--- START ---
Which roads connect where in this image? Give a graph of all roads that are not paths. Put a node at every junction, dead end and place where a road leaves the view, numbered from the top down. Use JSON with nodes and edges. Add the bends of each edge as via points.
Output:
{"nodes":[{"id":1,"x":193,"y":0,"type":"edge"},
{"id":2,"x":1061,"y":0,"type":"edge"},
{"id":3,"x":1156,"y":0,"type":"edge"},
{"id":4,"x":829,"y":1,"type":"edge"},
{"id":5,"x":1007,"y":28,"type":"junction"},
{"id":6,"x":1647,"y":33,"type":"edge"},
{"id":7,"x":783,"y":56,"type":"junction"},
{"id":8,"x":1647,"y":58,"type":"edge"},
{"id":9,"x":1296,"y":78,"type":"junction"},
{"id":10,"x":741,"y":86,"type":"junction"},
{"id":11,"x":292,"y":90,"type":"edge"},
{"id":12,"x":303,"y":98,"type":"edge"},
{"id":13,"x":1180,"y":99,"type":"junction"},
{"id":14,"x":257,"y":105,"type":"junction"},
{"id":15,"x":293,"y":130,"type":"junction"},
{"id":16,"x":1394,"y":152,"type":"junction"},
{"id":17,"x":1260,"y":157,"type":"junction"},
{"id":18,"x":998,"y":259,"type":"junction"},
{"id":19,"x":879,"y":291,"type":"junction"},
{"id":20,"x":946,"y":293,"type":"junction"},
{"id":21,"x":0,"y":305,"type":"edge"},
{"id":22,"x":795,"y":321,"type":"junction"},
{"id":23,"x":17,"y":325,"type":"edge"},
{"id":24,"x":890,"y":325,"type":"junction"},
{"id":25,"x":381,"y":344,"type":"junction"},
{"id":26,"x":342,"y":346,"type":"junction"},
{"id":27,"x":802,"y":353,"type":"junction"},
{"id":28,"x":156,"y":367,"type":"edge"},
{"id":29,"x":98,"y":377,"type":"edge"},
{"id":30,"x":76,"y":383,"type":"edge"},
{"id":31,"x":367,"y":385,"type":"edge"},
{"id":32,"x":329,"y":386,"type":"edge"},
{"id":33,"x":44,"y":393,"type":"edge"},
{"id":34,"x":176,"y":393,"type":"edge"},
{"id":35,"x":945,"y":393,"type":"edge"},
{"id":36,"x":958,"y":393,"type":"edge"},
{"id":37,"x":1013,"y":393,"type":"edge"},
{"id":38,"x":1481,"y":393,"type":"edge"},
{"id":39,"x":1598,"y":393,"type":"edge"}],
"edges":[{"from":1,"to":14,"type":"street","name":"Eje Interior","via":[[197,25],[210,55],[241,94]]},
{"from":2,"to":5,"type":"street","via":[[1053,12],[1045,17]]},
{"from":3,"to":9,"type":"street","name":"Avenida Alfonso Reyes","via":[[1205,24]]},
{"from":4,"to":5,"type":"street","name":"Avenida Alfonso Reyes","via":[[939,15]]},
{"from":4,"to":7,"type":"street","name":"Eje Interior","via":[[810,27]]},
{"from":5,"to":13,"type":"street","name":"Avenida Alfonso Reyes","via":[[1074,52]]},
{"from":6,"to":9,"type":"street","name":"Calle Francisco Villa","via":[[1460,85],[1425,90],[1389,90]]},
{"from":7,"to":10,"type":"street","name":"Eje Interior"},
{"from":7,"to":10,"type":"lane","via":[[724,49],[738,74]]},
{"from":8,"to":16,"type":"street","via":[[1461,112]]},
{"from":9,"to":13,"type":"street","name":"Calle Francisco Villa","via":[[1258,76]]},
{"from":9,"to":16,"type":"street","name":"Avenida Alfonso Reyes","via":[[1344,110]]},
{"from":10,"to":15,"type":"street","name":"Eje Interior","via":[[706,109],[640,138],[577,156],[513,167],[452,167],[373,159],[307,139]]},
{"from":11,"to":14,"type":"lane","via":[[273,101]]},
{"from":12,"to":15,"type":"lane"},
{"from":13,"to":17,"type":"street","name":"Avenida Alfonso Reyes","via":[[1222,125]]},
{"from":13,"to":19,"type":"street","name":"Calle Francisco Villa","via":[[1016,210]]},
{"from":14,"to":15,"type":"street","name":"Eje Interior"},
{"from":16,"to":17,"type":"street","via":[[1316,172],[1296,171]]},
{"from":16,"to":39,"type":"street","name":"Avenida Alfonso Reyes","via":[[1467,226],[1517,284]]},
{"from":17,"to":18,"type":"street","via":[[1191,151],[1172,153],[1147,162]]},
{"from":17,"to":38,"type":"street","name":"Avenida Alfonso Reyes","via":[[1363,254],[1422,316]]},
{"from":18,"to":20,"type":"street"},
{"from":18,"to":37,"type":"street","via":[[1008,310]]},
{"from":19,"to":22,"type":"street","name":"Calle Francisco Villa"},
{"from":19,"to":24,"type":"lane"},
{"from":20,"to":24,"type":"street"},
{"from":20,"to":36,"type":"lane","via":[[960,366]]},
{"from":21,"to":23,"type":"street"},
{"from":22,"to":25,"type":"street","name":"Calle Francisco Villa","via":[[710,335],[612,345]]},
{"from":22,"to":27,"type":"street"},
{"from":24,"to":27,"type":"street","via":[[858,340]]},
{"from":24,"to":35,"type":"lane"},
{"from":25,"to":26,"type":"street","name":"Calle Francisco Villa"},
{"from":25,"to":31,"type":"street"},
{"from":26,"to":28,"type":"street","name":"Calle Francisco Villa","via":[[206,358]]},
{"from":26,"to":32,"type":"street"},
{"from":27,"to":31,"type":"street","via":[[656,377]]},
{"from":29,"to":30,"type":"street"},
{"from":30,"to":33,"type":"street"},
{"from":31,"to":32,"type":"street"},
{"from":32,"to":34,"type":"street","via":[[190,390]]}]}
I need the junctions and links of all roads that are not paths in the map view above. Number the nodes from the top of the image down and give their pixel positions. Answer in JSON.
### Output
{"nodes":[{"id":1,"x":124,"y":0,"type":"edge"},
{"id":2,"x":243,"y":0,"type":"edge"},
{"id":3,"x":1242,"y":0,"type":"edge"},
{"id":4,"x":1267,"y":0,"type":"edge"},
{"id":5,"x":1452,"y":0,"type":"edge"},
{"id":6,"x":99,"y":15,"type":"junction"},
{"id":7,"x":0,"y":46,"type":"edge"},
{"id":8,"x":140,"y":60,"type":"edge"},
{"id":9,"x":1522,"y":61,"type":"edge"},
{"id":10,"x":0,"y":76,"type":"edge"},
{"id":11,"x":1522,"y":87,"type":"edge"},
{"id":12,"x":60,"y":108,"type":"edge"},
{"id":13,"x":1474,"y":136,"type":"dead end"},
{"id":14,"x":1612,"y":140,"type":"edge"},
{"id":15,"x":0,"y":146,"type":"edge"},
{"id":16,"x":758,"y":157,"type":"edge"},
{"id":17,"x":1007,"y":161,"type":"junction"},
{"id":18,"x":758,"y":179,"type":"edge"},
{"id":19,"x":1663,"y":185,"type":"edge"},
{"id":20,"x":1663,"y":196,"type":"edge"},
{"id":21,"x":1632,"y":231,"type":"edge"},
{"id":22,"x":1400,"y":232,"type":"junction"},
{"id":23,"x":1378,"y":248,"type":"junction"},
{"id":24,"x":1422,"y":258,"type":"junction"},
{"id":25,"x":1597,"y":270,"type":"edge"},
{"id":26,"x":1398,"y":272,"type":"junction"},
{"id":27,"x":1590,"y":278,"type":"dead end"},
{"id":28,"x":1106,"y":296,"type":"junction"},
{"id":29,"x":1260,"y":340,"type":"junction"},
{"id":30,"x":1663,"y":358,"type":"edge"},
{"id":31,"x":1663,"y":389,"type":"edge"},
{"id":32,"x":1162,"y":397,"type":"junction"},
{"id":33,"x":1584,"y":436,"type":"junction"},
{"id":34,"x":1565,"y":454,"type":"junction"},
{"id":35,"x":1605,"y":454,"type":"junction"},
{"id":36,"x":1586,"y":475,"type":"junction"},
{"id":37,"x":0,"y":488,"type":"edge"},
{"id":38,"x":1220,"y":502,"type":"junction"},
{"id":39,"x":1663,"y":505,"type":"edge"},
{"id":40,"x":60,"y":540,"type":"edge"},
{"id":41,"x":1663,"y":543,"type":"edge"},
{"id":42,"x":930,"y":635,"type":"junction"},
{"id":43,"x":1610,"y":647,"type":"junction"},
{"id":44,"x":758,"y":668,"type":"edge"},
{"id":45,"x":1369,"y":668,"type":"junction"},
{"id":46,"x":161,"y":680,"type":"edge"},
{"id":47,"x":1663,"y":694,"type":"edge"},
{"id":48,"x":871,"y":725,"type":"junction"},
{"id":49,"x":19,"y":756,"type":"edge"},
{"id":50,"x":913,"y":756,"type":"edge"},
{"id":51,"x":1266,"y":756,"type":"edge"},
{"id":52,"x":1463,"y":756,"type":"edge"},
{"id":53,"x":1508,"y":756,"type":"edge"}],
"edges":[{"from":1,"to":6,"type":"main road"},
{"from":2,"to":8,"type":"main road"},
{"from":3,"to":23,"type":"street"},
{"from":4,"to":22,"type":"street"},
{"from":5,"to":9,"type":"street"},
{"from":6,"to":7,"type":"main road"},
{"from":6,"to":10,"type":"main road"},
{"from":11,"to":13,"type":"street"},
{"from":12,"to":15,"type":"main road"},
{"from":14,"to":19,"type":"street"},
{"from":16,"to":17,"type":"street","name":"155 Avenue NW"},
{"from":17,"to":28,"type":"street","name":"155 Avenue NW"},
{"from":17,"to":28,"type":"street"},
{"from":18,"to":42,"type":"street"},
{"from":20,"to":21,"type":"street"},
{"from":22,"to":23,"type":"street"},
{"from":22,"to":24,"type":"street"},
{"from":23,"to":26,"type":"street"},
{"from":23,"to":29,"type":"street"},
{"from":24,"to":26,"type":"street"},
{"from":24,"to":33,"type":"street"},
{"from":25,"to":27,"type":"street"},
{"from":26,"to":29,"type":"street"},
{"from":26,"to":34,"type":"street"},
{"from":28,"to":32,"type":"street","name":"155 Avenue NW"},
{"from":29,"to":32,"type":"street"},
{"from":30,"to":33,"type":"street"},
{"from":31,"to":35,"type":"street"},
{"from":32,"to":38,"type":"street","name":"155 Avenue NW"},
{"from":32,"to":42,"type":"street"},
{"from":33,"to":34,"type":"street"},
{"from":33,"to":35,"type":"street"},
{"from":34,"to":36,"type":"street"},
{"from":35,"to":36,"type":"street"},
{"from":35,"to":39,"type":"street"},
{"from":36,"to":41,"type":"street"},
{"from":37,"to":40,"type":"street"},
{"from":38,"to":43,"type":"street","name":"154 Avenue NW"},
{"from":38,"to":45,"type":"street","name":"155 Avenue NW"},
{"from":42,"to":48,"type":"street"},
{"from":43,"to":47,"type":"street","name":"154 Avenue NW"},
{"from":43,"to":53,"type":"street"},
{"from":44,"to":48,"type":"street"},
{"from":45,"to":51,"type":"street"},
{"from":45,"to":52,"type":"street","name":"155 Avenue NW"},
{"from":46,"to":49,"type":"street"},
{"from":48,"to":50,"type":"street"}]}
--- END ---
THE PROBLEM - Find each line above that contains "down", and copy those lines.

SOLUTION -
Which roads connect where in this image? Give a graph of all roads that are not paths. Put a node at every junction, dead end and place where a road leaves the view, numbered from the top down. Use JSON with nodes and edges. Add the bends of each edge as via points.
I need the junctions and links of all roads that are not paths in the map view above. Number the nodes from the top of the image down and give their pixel positions. Answer in JSON.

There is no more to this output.